Task requirements:
Every line of the entries below that carries the string "Moštenica" should be copied.

Extracted data:
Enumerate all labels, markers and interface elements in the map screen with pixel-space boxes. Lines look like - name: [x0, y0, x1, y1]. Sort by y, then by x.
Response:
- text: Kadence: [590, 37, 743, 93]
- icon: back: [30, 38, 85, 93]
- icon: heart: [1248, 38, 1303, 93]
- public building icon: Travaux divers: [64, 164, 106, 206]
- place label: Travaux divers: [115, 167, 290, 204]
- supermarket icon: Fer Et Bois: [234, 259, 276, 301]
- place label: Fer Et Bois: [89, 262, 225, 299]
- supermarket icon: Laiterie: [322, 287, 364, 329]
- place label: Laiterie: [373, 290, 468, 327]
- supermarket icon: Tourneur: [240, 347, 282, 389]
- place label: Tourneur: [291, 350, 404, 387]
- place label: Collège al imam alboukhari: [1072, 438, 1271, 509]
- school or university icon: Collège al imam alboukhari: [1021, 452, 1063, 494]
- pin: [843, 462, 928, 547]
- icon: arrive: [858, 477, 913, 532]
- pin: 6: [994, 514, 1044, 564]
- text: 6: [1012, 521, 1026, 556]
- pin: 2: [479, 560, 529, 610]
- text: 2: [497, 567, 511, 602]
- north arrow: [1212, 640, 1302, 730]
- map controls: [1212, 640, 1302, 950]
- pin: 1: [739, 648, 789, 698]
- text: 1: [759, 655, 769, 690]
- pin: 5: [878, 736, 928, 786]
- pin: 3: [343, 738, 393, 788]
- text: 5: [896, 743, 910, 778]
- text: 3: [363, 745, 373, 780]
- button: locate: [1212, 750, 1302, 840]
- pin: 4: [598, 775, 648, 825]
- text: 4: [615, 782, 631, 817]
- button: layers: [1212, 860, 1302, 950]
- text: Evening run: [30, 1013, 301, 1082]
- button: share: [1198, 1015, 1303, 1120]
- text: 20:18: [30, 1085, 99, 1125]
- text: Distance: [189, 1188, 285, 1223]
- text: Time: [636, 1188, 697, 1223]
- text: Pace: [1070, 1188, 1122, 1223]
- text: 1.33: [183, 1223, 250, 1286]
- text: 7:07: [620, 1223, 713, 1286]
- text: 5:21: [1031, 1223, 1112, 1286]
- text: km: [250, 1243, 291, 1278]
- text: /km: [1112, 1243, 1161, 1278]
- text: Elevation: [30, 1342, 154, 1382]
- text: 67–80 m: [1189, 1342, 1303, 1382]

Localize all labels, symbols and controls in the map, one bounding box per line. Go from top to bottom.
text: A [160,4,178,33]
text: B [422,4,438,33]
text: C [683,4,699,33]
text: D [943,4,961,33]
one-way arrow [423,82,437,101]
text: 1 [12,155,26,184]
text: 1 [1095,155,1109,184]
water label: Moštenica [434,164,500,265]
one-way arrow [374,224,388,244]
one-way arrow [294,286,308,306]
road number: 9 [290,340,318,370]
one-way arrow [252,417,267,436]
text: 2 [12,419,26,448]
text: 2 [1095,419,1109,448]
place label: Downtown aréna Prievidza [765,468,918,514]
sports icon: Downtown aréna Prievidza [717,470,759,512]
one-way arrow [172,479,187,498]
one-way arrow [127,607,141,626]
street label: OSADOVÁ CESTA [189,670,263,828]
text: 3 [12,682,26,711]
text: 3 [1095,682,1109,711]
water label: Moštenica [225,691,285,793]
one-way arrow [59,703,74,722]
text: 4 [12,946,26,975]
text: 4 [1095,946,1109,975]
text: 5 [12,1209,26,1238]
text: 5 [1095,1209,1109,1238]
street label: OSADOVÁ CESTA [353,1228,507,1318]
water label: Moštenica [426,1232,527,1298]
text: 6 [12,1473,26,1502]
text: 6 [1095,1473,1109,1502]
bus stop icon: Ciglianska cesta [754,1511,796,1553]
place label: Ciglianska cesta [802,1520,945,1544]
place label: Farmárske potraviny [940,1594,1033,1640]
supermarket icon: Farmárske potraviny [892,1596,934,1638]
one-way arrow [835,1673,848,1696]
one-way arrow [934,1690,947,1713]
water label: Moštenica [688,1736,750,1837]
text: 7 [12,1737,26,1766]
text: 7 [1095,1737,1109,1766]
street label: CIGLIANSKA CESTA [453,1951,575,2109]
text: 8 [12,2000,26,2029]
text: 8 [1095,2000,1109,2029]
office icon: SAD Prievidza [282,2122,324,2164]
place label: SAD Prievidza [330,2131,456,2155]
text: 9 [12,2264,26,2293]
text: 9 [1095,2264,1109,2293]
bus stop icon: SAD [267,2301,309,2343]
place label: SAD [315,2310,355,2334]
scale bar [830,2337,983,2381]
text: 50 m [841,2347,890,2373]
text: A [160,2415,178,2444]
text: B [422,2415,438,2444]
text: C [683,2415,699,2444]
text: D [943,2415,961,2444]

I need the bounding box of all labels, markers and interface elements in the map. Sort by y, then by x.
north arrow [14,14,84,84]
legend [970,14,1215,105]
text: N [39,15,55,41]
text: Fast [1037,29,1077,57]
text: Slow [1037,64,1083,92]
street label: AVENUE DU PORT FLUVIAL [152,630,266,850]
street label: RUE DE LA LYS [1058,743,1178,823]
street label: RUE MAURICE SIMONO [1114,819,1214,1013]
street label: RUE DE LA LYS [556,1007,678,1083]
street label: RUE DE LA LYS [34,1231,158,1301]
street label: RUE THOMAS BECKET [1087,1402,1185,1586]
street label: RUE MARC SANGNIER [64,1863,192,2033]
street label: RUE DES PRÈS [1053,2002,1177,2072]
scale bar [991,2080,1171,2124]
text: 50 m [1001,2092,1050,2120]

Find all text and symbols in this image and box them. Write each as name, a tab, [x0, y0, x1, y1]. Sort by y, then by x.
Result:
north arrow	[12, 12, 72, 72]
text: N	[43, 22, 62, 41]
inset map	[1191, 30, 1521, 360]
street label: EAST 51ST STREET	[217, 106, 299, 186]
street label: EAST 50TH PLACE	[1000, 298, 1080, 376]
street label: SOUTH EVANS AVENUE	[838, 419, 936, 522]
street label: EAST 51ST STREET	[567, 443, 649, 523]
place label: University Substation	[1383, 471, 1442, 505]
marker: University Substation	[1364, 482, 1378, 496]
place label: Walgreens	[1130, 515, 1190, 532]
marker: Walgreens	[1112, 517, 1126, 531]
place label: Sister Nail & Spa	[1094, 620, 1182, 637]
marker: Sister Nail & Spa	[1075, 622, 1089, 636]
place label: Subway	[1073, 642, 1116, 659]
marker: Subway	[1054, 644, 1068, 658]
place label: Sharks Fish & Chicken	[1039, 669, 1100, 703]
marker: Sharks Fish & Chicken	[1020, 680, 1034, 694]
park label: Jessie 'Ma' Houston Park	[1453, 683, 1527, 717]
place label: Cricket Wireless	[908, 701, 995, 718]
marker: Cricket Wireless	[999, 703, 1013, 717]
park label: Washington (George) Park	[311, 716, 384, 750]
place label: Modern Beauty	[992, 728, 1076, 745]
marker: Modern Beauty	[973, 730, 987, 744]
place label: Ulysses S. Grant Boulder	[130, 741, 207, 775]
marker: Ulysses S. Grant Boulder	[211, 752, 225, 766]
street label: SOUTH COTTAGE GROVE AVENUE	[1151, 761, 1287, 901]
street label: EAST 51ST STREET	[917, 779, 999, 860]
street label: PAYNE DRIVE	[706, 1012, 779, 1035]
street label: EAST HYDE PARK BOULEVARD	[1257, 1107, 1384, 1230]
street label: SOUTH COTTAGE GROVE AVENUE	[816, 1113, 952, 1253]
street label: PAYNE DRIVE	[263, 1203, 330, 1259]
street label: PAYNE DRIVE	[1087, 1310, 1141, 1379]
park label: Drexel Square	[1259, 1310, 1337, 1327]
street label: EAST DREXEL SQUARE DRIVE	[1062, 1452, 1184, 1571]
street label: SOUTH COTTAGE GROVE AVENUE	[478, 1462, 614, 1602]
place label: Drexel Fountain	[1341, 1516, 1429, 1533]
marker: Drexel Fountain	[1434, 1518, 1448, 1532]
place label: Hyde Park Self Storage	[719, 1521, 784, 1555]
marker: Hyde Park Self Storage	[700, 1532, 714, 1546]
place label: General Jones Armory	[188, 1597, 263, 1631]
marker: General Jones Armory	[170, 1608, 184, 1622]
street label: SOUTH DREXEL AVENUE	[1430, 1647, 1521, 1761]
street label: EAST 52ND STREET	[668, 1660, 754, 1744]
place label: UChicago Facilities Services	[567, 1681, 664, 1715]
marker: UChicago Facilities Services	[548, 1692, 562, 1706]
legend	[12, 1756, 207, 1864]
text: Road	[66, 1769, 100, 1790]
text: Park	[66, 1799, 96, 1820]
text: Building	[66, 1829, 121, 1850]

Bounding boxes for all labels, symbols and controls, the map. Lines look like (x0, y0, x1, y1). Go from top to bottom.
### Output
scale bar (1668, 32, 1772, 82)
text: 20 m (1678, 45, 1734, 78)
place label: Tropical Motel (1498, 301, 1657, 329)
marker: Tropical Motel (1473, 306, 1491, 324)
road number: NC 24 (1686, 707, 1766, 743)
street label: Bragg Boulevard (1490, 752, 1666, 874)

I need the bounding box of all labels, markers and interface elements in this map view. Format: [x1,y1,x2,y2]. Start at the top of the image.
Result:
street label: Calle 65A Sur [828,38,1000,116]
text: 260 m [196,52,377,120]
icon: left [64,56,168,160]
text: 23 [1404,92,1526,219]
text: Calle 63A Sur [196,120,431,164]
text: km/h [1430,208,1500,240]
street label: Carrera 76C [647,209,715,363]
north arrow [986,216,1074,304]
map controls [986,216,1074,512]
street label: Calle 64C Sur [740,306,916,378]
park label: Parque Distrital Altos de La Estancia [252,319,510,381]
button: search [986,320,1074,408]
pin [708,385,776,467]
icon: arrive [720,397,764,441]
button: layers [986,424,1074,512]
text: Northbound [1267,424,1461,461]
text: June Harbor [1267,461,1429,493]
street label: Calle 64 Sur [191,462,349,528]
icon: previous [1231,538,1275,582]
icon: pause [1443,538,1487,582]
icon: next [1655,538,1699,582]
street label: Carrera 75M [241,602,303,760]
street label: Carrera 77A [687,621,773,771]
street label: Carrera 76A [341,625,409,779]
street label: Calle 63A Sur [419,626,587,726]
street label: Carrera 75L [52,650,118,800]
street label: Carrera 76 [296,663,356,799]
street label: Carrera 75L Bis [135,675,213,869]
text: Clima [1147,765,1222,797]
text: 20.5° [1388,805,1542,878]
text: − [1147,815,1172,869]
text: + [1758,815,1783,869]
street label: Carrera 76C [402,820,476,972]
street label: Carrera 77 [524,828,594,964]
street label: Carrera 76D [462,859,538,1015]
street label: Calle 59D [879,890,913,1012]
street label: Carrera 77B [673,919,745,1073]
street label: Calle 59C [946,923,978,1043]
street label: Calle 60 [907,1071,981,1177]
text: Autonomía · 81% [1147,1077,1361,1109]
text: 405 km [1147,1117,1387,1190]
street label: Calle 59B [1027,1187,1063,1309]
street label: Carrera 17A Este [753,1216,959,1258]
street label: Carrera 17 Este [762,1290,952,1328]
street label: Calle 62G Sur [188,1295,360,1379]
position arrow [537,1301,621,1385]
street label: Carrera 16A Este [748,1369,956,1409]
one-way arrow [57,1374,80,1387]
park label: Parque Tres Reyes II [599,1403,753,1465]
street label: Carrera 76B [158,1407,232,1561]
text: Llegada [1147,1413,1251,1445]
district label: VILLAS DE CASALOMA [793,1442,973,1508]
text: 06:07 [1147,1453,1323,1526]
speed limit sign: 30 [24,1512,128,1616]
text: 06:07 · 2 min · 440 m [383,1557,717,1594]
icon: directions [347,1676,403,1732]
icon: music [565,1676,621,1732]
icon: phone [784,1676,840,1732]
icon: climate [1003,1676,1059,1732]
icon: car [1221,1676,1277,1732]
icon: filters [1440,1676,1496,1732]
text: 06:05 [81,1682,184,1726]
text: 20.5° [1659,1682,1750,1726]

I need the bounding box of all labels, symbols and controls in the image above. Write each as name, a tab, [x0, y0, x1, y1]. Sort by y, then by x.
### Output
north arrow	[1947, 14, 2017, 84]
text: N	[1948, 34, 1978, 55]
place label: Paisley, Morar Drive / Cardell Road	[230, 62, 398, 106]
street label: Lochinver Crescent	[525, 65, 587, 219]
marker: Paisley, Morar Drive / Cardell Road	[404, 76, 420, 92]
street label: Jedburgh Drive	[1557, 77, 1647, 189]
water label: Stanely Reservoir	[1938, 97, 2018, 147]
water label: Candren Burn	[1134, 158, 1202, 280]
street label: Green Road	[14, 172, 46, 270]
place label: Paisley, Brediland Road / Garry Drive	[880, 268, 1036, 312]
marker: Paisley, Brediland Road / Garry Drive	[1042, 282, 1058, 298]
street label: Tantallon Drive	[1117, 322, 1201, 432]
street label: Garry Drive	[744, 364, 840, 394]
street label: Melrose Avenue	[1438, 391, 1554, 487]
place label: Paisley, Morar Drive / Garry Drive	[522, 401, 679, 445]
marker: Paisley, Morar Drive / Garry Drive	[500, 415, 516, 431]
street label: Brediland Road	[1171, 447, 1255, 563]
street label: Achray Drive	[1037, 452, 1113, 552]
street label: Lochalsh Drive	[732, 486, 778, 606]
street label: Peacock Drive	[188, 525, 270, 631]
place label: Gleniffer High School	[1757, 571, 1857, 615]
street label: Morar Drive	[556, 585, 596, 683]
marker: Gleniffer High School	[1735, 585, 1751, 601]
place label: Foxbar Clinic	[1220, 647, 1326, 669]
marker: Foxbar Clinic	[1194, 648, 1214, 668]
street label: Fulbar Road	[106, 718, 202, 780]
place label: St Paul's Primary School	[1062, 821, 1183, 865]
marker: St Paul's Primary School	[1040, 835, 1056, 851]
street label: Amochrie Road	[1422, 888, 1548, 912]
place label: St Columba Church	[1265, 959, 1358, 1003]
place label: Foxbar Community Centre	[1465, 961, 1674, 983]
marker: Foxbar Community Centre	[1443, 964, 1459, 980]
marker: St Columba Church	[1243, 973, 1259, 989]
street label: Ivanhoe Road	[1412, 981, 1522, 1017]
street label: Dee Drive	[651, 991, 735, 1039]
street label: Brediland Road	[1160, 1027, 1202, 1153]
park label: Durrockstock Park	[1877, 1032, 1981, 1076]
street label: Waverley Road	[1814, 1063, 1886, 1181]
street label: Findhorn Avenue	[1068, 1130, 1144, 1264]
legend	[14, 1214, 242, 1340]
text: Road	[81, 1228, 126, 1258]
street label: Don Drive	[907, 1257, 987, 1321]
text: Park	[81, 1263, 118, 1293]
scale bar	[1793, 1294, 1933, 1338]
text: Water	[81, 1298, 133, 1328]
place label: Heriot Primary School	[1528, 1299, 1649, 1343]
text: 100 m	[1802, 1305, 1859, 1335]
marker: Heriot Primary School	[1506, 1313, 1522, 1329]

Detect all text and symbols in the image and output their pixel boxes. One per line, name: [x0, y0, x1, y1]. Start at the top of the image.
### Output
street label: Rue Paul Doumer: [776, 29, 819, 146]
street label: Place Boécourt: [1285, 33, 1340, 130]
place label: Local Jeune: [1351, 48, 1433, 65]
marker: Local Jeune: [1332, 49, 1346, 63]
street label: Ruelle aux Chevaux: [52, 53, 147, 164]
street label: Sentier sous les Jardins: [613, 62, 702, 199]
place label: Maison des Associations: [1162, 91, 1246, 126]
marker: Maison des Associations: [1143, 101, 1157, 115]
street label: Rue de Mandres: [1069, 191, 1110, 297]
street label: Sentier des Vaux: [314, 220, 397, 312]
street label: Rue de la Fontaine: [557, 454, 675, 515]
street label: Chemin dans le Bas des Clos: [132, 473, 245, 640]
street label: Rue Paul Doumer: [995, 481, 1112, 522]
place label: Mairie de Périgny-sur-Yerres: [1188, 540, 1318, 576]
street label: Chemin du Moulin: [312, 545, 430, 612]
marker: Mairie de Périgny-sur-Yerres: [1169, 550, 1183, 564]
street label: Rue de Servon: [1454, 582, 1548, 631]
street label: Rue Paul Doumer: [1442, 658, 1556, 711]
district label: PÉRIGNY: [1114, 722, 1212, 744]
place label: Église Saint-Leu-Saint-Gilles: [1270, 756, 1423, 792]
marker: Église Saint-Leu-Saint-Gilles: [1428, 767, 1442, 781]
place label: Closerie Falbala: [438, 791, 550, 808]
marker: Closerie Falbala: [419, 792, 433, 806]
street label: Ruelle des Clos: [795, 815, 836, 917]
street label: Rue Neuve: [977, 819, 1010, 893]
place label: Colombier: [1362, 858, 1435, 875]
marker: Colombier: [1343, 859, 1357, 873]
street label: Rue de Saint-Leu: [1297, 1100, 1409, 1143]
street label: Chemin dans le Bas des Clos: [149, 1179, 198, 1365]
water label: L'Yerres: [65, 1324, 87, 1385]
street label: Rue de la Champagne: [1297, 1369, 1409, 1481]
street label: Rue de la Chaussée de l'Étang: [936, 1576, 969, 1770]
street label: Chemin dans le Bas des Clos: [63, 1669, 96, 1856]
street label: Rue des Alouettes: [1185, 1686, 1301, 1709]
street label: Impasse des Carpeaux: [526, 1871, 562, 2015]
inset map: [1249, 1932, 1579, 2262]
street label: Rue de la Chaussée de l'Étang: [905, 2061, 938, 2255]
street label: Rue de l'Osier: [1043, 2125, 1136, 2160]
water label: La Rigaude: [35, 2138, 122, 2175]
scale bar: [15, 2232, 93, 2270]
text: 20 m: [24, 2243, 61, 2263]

Solution for this exercise:
water label: Moštenica [434,164,500,265]
water label: Moštenica [225,691,285,793]
water label: Moštenica [426,1232,527,1298]
water label: Moštenica [688,1736,750,1837]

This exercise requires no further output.